TASK DATA START

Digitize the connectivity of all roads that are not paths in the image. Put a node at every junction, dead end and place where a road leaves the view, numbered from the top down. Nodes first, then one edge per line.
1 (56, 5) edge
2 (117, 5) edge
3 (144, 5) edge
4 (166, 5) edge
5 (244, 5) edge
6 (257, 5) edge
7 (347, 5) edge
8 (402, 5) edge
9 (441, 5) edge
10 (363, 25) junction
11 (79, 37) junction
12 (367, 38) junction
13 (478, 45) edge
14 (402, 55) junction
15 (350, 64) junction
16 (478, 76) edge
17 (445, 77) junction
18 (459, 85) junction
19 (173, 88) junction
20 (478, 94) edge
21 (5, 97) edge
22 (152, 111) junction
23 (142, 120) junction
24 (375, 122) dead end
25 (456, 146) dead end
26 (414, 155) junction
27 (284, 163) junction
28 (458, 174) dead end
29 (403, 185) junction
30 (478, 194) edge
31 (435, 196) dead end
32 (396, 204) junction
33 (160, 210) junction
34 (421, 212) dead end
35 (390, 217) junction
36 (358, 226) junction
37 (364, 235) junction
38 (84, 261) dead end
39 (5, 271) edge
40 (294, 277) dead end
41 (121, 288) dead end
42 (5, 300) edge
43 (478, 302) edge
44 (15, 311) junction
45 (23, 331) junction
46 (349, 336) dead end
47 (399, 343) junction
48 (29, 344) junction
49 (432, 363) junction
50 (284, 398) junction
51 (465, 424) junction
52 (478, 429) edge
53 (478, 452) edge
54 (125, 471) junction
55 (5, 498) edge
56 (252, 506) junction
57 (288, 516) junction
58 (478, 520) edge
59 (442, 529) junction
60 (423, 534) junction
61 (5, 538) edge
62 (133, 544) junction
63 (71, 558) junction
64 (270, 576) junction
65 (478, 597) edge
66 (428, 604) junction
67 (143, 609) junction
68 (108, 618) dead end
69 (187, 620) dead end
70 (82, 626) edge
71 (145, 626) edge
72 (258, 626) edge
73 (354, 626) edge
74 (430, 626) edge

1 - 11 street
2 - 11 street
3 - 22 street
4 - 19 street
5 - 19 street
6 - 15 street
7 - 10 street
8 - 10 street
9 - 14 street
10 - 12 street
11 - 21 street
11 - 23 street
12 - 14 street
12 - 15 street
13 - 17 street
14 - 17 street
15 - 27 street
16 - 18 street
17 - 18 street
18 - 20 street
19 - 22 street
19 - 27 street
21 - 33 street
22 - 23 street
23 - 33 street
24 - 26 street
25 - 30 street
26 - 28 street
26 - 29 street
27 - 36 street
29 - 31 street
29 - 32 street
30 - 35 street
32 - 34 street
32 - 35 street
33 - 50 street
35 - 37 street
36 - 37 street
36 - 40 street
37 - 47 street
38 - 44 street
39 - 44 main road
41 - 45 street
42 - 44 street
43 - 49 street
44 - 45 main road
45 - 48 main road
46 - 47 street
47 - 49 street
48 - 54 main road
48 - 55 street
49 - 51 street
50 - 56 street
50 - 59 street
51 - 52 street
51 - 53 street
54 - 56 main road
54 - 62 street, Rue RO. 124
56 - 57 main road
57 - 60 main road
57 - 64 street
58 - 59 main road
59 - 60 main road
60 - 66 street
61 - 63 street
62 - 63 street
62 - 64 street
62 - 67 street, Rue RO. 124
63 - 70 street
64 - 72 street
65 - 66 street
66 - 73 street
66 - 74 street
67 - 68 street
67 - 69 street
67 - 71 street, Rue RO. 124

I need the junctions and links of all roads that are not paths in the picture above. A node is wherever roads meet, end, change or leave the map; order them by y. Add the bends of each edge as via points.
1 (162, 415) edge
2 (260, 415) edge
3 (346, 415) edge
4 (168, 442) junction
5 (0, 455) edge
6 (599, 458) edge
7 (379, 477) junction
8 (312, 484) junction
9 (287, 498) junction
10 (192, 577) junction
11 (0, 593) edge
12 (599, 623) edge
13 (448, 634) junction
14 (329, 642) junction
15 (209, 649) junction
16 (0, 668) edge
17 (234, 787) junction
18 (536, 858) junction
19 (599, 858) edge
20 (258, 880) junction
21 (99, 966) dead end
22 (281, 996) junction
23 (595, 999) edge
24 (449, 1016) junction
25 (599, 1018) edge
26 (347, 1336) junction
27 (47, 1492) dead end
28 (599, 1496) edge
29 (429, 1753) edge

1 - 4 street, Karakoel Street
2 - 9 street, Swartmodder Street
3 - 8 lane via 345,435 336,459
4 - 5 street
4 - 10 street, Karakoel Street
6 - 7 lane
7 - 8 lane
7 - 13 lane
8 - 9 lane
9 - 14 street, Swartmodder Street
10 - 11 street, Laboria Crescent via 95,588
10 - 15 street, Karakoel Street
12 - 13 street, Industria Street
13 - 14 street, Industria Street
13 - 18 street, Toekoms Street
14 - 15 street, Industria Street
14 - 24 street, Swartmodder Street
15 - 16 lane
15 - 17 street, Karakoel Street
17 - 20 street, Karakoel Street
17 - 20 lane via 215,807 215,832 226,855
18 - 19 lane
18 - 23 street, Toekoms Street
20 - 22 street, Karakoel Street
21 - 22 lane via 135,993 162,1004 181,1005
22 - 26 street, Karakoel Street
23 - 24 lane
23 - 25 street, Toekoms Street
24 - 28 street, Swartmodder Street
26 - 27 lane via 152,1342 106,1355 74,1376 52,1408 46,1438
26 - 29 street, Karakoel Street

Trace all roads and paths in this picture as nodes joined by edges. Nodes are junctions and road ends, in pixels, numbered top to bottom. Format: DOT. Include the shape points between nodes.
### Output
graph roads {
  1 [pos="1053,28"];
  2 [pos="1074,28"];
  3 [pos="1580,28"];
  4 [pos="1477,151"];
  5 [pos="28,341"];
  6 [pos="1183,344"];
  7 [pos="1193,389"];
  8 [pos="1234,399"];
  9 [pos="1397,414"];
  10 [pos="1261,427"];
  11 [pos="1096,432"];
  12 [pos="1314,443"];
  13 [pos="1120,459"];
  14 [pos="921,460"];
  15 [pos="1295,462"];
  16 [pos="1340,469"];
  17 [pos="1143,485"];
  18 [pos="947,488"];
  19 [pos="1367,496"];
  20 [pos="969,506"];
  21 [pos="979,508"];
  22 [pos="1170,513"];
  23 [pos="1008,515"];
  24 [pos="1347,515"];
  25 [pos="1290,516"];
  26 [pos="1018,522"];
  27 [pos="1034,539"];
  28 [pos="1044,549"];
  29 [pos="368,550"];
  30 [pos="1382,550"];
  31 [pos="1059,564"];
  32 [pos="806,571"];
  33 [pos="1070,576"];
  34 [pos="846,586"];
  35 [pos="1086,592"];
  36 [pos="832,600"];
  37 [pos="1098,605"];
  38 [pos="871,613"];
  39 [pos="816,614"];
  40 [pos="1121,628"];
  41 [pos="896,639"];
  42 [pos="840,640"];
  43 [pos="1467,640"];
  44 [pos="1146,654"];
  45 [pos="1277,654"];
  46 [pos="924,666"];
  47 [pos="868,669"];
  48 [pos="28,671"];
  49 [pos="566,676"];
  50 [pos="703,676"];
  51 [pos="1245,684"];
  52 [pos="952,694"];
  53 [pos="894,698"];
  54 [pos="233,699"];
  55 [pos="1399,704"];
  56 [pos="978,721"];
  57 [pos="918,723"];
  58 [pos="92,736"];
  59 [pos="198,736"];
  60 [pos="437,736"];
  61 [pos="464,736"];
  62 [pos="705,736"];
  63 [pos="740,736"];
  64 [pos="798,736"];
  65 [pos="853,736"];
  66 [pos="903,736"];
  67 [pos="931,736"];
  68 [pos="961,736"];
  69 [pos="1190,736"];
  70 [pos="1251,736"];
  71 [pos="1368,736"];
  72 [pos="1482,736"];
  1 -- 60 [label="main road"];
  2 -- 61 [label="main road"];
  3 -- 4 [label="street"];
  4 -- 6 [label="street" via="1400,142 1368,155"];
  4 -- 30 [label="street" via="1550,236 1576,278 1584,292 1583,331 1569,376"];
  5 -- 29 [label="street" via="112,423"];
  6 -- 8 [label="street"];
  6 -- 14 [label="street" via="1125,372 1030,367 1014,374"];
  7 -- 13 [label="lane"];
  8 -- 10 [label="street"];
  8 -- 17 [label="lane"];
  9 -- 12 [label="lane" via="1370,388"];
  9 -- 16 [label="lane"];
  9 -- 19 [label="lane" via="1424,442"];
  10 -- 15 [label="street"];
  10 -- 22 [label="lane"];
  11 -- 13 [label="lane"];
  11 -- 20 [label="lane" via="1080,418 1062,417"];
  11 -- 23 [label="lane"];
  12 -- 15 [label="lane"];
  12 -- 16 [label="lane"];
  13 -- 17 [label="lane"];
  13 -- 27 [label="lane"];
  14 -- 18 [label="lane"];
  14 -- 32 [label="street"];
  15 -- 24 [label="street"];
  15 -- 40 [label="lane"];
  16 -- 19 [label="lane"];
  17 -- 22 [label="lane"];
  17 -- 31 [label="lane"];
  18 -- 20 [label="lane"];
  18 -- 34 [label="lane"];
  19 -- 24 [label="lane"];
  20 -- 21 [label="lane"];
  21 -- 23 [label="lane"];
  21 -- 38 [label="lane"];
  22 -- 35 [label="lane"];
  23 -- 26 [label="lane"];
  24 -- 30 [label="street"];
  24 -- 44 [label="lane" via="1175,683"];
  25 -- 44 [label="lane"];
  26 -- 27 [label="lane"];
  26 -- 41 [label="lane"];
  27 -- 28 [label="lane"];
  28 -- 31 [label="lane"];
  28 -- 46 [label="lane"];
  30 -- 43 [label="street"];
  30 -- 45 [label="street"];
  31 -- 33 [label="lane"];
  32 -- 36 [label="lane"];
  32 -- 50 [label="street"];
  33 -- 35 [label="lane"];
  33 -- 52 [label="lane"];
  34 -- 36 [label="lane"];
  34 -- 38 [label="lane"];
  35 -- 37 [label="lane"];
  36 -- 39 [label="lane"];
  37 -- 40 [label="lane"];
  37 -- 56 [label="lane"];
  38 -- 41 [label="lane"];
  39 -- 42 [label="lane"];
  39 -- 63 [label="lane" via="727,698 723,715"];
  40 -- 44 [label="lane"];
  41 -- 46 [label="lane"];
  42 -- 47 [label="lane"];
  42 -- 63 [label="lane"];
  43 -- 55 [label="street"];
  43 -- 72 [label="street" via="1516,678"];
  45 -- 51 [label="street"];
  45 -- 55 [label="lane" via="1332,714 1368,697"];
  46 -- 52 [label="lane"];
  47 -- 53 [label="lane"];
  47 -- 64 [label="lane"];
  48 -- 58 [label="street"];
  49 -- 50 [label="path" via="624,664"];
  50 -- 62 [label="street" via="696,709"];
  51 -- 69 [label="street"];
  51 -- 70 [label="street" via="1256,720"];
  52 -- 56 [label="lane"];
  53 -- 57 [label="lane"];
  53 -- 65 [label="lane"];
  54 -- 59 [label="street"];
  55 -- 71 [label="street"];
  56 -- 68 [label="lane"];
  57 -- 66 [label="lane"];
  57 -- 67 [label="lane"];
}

TASK DATA END

ASSIGNMENT —
Which lines in the records above contain the string "main"? Copy each one.

OUTPUT FOR THIS TASK —
39 - 44 main road
44 - 45 main road
45 - 48 main road
48 - 54 main road
54 - 56 main road
56 - 57 main road
57 - 60 main road
58 - 59 main road
59 - 60 main road
  1 -- 60 [label="main road"];
  2 -- 61 [label="main road"];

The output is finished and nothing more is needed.